**Exercise details:**
Wherever a line in the records below contains "BOCA", copy that line.

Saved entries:
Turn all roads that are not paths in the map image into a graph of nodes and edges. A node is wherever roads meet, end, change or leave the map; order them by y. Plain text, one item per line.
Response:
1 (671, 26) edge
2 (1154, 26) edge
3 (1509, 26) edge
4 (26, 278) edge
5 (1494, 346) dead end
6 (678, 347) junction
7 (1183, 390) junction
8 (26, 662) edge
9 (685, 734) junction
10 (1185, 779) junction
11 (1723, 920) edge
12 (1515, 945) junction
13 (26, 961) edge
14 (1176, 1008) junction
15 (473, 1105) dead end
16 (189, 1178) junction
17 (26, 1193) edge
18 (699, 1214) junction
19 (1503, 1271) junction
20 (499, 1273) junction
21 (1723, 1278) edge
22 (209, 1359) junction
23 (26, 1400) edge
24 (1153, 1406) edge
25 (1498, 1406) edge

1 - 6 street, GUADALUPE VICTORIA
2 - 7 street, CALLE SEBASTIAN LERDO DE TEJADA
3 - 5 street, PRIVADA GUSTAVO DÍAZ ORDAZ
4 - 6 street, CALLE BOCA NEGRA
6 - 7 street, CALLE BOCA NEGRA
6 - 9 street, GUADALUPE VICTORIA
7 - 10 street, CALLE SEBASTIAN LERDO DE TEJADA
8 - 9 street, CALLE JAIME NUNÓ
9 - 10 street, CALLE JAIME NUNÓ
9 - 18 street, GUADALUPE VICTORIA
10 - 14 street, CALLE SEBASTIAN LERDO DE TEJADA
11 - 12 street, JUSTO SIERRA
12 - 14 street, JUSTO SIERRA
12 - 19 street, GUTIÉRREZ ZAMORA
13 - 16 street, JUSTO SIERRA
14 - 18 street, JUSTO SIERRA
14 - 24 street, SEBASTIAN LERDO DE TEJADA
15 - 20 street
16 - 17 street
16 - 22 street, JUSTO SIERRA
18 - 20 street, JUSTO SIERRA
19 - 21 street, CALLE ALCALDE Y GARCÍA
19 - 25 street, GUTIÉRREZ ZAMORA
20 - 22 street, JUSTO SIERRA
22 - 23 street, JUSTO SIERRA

**Expected answer:**
4 - 6 street, CALLE BOCA NEGRA
6 - 7 street, CALLE BOCA NEGRA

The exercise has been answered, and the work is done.